** Source records follows **

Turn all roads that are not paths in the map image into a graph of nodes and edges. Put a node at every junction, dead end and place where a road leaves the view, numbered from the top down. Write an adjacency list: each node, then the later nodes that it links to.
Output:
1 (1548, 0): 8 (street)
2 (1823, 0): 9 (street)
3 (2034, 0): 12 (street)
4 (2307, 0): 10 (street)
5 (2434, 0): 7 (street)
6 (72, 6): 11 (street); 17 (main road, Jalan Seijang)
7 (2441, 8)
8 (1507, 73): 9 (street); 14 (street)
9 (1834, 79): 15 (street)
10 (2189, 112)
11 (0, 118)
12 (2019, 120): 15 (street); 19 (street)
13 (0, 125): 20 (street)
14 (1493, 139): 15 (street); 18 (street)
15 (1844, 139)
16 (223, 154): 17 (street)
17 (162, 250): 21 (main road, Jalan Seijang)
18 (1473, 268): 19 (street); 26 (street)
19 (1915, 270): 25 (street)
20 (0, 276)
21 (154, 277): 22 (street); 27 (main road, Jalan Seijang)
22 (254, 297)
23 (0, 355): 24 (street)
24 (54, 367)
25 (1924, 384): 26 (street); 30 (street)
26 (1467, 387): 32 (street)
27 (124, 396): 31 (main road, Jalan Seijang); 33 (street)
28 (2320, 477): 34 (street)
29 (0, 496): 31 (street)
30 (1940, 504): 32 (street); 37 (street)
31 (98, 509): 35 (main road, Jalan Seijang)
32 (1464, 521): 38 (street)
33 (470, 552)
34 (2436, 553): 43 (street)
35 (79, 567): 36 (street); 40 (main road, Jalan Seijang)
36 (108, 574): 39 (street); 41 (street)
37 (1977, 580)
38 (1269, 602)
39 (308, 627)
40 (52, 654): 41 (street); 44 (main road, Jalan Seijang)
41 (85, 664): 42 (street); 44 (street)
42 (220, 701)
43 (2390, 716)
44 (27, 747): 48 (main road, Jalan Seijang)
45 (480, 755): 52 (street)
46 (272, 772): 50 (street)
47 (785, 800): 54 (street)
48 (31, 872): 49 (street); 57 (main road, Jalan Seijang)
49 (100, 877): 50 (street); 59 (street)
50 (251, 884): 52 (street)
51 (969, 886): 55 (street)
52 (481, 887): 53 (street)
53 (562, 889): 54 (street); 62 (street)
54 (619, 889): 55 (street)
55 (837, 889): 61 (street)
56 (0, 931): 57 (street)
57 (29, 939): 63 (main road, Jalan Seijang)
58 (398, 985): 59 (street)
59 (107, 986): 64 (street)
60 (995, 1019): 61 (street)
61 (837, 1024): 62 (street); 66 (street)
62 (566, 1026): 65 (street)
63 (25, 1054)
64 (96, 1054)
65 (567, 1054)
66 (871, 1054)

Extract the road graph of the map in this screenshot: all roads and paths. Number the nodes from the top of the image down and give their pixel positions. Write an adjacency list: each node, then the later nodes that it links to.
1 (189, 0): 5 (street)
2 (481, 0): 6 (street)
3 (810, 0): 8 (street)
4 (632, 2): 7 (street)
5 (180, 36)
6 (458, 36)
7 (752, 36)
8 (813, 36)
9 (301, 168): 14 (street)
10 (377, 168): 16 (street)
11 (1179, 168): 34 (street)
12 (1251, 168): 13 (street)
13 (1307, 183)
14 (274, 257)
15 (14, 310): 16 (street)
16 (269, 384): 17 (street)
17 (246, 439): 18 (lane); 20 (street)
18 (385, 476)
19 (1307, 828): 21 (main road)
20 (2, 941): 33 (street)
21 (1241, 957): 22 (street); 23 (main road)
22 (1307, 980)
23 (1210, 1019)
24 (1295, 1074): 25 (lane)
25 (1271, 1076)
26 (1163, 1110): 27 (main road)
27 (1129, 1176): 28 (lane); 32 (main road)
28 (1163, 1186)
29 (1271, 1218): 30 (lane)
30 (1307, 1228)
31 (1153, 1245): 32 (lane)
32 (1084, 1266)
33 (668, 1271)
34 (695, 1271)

** End of Source records **

Prompt
The whole set of records needs to be written out exactly.

Response to this task
Turn all roads that are not paths in the map image into a graph of nodes and edges. Put a node at every junction, dead end and place where a road leaves the view, numbered from the top down. Write an adjacency list: each node, then the later nodes that it links to.
Output:
1 (1548, 0): 8 (street)
2 (1823, 0): 9 (street)
3 (2034, 0): 12 (street)
4 (2307, 0): 10 (street)
5 (2434, 0): 7 (street)
6 (72, 6): 11 (street); 17 (main road, Jalan Seijang)
7 (2441, 8)
8 (1507, 73): 9 (street); 14 (street)
9 (1834, 79): 15 (street)
10 (2189, 112)
11 (0, 118)
12 (2019, 120): 15 (street); 19 (street)
13 (0, 125): 20 (street)
14 (1493, 139): 15 (street); 18 (street)
15 (1844, 139)
16 (223, 154): 17 (street)
17 (162, 250): 21 (main road, Jalan Seijang)
18 (1473, 268): 19 (street); 26 (street)
19 (1915, 270): 25 (street)
20 (0, 276)
21 (154, 277): 22 (street); 27 (main road, Jalan Seijang)
22 (254, 297)
23 (0, 355): 24 (street)
24 (54, 367)
25 (1924, 384): 26 (street); 30 (street)
26 (1467, 387): 32 (street)
27 (124, 396): 31 (main road, Jalan Seijang); 33 (street)
28 (2320, 477): 34 (street)
29 (0, 496): 31 (street)
30 (1940, 504): 32 (street); 37 (street)
31 (98, 509): 35 (main road, Jalan Seijang)
32 (1464, 521): 38 (street)
33 (470, 552)
34 (2436, 553): 43 (street)
35 (79, 567): 36 (street); 40 (main road, Jalan Seijang)
36 (108, 574): 39 (street); 41 (street)
37 (1977, 580)
38 (1269, 602)
39 (308, 627)
40 (52, 654): 41 (street); 44 (main road, Jalan Seijang)
41 (85, 664): 42 (street); 44 (street)
42 (220, 701)
43 (2390, 716)
44 (27, 747): 48 (main road, Jalan Seijang)
45 (480, 755): 52 (street)
46 (272, 772): 50 (street)
47 (785, 800): 54 (street)
48 (31, 872): 49 (street); 57 (main road, Jalan Seijang)
49 (100, 877): 50 (street); 59 (street)
50 (251, 884): 52 (street)
51 (969, 886): 55 (street)
52 (481, 887): 53 (street)
53 (562, 889): 54 (street); 62 (street)
54 (619, 889): 55 (street)
55 (837, 889): 61 (street)
56 (0, 931): 57 (street)
57 (29, 939): 63 (main road, Jalan Seijang)
58 (398, 985): 59 (street)
59 (107, 986): 64 (street)
60 (995, 1019): 61 (street)
61 (837, 1024): 62 (street); 66 (street)
62 (566, 1026): 65 (street)
63 (25, 1054)
64 (96, 1054)
65 (567, 1054)
66 (871, 1054)

Extract the road graph of the map in this screenshot: all roads and paths. Number the nodes from the top of the image down and give their pixel positions. Write an adjacency list: each node, then the later nodes that it links to.
1 (189, 0): 5 (street)
2 (481, 0): 6 (street)
3 (810, 0): 8 (street)
4 (632, 2): 7 (street)
5 (180, 36)
6 (458, 36)
7 (752, 36)
8 (813, 36)
9 (301, 168): 14 (street)
10 (377, 168): 16 (street)
11 (1179, 168): 34 (street)
12 (1251, 168): 13 (street)
13 (1307, 183)
14 (274, 257)
15 (14, 310): 16 (street)
16 (269, 384): 17 (street)
17 (246, 439): 18 (lane); 20 (street)
18 (385, 476)
19 (1307, 828): 21 (main road)
20 (2, 941): 33 (street)
21 (1241, 957): 22 (street); 23 (main road)
22 (1307, 980)
23 (1210, 1019)
24 (1295, 1074): 25 (lane)
25 (1271, 1076)
26 (1163, 1110): 27 (main road)
27 (1129, 1176): 28 (lane); 32 (main road)
28 (1163, 1186)
29 (1271, 1218): 30 (lane)
30 (1307, 1228)
31 (1153, 1245): 32 (lane)
32 (1084, 1266)
33 (668, 1271)
34 (695, 1271)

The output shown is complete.